**To do:** Where in the records does the word "linecap" appear? Copy each line that holds it.

Stored data entries
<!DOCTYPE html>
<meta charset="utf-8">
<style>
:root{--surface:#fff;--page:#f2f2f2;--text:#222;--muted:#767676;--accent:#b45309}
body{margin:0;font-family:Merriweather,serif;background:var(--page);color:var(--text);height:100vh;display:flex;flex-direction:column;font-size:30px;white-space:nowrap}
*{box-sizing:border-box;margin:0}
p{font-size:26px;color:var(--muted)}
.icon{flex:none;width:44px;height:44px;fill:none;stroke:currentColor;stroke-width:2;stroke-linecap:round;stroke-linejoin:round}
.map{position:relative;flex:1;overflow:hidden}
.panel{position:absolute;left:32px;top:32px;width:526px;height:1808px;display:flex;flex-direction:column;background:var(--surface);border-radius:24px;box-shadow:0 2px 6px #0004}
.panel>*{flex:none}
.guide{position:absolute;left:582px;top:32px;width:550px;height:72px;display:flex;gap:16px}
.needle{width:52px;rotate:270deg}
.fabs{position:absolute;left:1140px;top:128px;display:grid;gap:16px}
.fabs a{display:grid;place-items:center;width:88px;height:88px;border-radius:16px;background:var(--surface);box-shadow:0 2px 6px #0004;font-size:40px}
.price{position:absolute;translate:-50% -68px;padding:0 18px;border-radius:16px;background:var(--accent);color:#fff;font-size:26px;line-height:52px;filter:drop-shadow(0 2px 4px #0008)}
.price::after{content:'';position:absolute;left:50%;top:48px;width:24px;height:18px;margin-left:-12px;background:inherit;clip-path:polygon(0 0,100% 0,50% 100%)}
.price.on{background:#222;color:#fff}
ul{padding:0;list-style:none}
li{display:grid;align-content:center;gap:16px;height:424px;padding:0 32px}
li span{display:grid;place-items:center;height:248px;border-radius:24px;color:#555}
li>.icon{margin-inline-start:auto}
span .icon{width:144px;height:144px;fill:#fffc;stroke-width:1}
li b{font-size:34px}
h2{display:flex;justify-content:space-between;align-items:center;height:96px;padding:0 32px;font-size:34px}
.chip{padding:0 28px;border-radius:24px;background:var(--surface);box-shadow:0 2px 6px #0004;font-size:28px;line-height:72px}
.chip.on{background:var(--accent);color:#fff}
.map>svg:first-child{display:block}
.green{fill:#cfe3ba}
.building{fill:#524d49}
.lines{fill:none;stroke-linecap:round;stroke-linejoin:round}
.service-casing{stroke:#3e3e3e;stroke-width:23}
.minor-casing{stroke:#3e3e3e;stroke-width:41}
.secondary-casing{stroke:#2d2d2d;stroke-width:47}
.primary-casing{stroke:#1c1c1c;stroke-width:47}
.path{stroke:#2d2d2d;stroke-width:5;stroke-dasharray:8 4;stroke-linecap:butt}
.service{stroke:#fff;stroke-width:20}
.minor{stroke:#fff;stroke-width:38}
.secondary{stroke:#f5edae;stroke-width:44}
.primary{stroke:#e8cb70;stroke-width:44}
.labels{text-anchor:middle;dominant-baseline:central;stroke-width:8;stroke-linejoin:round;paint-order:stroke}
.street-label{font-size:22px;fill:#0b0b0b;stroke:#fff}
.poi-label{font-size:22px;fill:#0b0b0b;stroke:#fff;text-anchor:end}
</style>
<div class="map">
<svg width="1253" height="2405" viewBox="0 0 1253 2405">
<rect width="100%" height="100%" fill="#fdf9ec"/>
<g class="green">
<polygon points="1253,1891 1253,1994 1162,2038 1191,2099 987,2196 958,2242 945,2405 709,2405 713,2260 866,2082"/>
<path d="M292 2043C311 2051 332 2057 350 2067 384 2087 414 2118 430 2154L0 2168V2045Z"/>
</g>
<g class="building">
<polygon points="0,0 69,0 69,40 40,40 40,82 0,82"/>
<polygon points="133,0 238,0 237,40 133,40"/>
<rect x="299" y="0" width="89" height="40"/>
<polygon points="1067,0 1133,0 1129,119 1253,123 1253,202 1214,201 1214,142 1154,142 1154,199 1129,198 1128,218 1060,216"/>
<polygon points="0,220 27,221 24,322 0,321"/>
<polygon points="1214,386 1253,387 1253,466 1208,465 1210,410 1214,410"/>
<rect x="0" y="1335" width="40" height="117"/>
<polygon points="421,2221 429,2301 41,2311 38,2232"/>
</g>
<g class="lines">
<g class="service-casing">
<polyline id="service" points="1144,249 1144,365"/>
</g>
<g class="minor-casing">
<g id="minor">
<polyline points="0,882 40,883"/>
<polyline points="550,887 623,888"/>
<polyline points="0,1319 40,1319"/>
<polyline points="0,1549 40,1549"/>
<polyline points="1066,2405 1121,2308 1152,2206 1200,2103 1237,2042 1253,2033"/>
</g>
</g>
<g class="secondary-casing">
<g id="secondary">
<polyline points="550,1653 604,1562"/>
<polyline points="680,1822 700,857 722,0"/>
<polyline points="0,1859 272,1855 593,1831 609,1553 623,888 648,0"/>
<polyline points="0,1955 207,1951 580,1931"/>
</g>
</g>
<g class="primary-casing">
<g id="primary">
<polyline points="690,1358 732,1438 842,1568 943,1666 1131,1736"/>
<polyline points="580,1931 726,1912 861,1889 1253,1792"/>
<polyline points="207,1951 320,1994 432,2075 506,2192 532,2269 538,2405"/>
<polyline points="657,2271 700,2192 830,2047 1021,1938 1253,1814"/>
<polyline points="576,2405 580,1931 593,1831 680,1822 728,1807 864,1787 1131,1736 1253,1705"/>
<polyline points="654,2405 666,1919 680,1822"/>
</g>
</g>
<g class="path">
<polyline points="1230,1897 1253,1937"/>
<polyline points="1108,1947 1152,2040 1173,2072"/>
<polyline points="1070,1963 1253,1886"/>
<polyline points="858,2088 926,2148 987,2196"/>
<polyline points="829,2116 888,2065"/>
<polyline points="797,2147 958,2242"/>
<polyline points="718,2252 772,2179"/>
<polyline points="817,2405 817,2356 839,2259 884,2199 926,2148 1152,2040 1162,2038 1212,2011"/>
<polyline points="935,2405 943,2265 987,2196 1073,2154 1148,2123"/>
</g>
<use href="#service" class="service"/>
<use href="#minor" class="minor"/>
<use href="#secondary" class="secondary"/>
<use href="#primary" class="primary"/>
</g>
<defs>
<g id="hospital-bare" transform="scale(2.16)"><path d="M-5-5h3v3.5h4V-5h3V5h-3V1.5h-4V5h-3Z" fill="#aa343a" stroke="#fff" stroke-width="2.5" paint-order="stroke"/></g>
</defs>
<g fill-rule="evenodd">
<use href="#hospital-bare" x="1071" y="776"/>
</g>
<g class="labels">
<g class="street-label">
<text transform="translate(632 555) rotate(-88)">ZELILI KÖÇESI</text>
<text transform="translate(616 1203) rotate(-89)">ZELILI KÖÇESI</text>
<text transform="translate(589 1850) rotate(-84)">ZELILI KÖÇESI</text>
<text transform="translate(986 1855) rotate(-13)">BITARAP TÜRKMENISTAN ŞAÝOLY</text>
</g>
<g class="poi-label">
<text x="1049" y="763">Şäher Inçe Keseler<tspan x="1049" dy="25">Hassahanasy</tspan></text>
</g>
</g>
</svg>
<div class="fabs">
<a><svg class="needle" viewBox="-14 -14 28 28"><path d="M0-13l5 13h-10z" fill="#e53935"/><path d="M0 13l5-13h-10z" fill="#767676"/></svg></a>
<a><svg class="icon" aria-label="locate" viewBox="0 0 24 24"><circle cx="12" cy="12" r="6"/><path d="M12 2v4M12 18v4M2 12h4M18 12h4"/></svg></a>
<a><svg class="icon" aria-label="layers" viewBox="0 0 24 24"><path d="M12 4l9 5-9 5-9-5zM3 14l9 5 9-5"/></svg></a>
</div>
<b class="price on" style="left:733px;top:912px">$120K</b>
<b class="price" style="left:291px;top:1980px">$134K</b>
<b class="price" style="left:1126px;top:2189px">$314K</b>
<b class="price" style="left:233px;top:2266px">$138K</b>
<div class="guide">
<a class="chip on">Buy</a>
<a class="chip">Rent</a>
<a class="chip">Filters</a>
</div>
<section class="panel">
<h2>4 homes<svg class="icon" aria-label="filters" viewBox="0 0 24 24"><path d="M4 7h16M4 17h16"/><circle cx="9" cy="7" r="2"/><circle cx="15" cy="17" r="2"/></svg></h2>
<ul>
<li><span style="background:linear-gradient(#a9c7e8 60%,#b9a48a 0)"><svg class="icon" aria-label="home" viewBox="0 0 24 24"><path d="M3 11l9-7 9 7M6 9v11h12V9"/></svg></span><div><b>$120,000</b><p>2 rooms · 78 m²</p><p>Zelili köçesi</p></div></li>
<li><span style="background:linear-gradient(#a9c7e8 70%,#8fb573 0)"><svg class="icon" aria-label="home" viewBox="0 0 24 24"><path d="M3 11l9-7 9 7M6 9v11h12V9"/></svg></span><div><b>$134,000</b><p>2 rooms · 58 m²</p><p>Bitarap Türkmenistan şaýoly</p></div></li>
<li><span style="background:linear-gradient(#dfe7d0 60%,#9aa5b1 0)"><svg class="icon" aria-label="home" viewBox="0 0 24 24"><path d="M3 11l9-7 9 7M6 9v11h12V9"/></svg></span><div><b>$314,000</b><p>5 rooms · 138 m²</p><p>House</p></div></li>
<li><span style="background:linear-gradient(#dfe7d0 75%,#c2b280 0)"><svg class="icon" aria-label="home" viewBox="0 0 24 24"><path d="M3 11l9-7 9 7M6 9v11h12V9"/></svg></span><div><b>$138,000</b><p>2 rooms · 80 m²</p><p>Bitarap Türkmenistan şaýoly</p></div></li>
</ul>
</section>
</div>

**Response:**
.icon{flex:none;width:44px;height:44px;fill:none;stroke:currentColor;stroke-width:2;stroke-linecap:round;stroke-linejoin:round}
.lines{fill:none;stroke-linecap:round;stroke-linejoin:round}
.path{stroke:#2d2d2d;stroke-width:5;stroke-dasharray:8 4;stroke-linecap:butt}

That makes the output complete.